The banner is nasty and it's actively causing harm.
Every few month I have to explain to users that it's absolulte ok to
ignore that banner. Nothing bad is happening with the kernel.
The kernel is still perfectly safe for production use.
It's not a debug kernel.

What bpf_trace_printk() doc is saying that it's not recommended to use
this helper for production bpf programs. There are better alternatives.
It is absolutely fine to use bpf_trace_printk() to debug production and
experimental bpf programs on production servers, android phones and
everywhere else.

> Also, note that emitting the build error is behind a Kconfig option,
> you don't have to select it if you don't want to (the default is =y
> which allows trace_printk).
>
> If the overhead is real, we (Chrome OS) would like to make sure
> trace_printk does not slip into production kernels (we do want to
> provide basic tracing support so we can't just remove CONFIG_TRACING
> as a whole which would make trace_printk no-ops).

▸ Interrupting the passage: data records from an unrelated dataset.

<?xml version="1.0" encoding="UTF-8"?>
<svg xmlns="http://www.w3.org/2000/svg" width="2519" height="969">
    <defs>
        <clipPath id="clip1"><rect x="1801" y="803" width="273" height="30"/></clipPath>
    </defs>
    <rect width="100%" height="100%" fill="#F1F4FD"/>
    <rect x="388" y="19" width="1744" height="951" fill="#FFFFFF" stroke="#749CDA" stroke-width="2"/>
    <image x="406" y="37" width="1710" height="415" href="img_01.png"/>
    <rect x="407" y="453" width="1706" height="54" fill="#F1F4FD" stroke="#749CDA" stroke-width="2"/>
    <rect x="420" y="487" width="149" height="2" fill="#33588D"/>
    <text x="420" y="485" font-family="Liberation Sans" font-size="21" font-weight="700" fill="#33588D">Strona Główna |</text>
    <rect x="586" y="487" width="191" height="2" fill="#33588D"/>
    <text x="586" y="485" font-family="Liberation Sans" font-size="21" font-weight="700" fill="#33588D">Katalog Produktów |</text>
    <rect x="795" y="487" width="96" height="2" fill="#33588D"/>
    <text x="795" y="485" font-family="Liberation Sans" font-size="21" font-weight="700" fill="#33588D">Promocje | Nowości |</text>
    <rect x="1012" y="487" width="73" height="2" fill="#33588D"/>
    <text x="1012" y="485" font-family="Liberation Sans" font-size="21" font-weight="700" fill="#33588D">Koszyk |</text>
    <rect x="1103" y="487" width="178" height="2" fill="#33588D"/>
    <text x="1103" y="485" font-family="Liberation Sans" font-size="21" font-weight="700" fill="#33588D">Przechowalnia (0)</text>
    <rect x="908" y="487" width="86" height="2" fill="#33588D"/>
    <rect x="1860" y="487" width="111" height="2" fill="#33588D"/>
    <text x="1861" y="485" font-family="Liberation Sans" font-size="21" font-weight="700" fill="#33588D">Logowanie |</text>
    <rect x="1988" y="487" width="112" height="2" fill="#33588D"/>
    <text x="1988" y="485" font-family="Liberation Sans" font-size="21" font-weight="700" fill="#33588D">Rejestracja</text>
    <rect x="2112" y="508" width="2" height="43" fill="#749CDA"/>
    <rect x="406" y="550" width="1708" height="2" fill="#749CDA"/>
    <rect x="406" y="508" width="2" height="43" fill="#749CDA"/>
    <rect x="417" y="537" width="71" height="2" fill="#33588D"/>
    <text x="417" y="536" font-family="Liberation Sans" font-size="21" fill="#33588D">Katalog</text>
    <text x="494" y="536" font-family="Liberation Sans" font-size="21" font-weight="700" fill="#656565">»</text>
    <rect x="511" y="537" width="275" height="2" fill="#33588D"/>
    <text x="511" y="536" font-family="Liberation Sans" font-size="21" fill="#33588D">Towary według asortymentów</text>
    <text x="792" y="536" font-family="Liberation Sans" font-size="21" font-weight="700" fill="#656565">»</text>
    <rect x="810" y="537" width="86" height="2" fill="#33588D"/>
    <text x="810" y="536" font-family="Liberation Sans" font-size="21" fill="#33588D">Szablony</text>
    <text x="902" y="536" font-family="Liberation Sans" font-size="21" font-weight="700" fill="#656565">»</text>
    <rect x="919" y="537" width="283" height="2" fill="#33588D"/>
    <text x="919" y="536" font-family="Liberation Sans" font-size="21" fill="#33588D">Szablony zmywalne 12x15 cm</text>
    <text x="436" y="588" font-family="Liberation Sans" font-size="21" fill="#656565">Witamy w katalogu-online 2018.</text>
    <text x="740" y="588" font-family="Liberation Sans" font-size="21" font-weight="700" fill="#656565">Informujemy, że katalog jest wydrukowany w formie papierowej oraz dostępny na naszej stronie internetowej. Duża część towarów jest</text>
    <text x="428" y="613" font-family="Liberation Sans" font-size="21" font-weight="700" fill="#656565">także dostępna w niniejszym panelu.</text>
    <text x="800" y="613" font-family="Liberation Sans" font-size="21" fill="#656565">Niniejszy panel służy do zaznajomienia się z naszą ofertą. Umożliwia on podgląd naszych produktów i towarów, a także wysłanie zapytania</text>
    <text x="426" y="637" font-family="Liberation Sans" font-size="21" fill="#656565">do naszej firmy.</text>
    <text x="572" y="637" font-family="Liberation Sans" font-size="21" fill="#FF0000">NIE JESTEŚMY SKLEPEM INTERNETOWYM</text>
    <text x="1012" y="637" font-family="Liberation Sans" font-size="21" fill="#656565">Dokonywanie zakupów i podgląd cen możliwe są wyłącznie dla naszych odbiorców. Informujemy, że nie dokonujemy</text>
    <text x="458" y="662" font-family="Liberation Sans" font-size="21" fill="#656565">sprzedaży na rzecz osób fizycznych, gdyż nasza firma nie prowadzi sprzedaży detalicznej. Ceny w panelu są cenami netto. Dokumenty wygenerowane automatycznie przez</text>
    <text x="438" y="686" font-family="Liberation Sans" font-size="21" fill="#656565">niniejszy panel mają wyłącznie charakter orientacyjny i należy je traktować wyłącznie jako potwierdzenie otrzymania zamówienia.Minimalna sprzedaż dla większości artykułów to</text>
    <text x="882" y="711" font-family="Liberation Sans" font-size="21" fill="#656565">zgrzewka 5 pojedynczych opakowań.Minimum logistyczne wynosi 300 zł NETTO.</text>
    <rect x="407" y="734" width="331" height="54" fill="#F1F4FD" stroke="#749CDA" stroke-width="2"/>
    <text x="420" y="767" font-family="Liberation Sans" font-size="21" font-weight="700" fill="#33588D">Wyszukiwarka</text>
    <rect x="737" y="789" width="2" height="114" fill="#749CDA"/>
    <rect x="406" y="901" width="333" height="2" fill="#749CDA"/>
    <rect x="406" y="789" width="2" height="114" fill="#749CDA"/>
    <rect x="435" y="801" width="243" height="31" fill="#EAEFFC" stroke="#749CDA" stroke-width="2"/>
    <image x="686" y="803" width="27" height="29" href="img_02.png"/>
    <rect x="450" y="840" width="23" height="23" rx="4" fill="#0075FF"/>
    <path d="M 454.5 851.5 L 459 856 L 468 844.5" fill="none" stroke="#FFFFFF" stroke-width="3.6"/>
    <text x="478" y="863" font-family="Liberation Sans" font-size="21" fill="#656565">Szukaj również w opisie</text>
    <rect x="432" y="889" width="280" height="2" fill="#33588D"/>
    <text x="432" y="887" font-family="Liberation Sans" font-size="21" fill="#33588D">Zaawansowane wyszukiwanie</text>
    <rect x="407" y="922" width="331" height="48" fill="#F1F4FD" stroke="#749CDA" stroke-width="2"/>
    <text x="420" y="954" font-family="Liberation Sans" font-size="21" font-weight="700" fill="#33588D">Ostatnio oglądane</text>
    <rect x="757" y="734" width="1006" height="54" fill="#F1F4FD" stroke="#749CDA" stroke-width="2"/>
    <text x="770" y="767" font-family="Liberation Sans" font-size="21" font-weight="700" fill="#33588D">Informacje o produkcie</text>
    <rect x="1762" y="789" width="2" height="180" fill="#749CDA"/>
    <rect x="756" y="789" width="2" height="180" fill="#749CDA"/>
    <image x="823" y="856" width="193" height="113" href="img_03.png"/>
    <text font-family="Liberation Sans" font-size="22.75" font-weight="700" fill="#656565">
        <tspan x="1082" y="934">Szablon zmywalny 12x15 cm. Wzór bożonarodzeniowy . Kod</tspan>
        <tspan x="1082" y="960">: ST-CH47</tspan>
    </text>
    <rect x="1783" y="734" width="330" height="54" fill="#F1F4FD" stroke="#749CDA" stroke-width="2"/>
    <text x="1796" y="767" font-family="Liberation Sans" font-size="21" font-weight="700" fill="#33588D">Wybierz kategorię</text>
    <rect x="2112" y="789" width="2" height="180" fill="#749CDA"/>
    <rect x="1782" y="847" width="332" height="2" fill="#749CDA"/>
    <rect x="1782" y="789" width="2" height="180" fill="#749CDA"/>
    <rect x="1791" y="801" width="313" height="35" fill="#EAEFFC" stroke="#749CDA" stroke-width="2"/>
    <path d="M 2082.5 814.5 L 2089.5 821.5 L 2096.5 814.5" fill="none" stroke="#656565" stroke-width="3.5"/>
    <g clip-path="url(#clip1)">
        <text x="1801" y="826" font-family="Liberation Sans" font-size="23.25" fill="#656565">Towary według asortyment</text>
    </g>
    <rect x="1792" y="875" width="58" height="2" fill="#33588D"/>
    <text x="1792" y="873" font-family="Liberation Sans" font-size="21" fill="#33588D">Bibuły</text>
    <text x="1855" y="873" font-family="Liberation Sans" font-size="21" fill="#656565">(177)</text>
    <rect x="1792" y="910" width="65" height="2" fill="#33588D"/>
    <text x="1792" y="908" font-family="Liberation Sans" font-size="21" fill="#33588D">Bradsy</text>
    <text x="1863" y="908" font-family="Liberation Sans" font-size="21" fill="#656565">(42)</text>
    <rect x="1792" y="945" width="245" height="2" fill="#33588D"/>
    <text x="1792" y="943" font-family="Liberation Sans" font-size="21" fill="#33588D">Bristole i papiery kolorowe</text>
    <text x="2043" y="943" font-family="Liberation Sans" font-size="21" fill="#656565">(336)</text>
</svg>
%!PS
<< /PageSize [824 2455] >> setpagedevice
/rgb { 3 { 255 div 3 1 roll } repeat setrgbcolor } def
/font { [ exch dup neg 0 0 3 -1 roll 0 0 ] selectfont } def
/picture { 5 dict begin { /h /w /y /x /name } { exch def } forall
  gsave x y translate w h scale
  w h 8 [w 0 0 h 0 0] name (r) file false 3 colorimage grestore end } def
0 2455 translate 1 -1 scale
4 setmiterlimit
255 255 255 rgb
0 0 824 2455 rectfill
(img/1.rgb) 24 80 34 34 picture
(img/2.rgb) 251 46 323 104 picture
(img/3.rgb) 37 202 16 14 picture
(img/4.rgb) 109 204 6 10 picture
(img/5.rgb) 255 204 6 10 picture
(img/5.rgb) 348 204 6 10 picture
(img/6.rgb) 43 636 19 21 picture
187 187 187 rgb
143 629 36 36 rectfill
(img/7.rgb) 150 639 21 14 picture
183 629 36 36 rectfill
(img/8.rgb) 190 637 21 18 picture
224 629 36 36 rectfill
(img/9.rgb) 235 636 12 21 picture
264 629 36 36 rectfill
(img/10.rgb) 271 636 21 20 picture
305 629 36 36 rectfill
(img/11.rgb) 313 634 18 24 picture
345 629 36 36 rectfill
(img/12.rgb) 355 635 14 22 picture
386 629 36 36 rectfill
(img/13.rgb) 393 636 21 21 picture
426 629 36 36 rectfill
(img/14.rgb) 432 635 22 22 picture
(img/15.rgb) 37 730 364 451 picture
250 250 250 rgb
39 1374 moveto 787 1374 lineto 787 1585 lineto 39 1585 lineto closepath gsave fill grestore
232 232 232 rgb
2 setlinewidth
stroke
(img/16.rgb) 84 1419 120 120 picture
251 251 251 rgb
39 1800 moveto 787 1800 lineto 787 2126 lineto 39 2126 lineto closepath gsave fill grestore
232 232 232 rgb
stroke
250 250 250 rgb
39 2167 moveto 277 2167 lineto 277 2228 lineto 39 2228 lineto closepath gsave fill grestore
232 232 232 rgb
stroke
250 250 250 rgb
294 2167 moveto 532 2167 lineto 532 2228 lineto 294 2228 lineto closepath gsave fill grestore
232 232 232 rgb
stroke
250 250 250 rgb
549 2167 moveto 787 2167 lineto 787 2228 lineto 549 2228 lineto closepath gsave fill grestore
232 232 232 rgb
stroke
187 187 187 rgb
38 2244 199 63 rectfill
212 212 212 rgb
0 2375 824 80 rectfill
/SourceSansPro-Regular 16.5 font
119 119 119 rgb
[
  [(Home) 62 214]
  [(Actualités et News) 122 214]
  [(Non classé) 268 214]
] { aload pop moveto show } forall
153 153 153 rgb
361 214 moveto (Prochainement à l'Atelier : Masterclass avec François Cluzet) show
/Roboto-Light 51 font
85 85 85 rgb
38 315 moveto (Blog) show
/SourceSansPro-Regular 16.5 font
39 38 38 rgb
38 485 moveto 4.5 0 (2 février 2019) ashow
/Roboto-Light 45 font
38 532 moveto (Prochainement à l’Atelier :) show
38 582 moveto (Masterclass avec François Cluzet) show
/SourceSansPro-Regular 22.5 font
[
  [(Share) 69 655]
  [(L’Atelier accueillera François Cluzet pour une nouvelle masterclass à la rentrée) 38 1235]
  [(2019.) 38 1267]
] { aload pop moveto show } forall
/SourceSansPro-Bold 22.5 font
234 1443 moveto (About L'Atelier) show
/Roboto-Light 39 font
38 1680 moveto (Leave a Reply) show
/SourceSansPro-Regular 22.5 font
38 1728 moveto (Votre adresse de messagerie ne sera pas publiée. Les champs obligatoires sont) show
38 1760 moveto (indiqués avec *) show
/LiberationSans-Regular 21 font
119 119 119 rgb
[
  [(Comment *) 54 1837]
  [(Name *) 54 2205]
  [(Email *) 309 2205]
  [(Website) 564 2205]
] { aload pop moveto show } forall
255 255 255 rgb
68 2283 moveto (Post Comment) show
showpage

I could also imagine
> potential security issues if people print raw pointers/sensitive data
> in trace_printk, assuming that the code is for debugging only.
>
> Also, the fact that the kernel test robot already found a stray
> trace_printk in drivers/usb/cdns3/gadget.c makes me think that this
> change is working as intended ,-) (we're going to need to add a few
> Kconfig deps though for other debugging options that intentionally use
> trace_printk).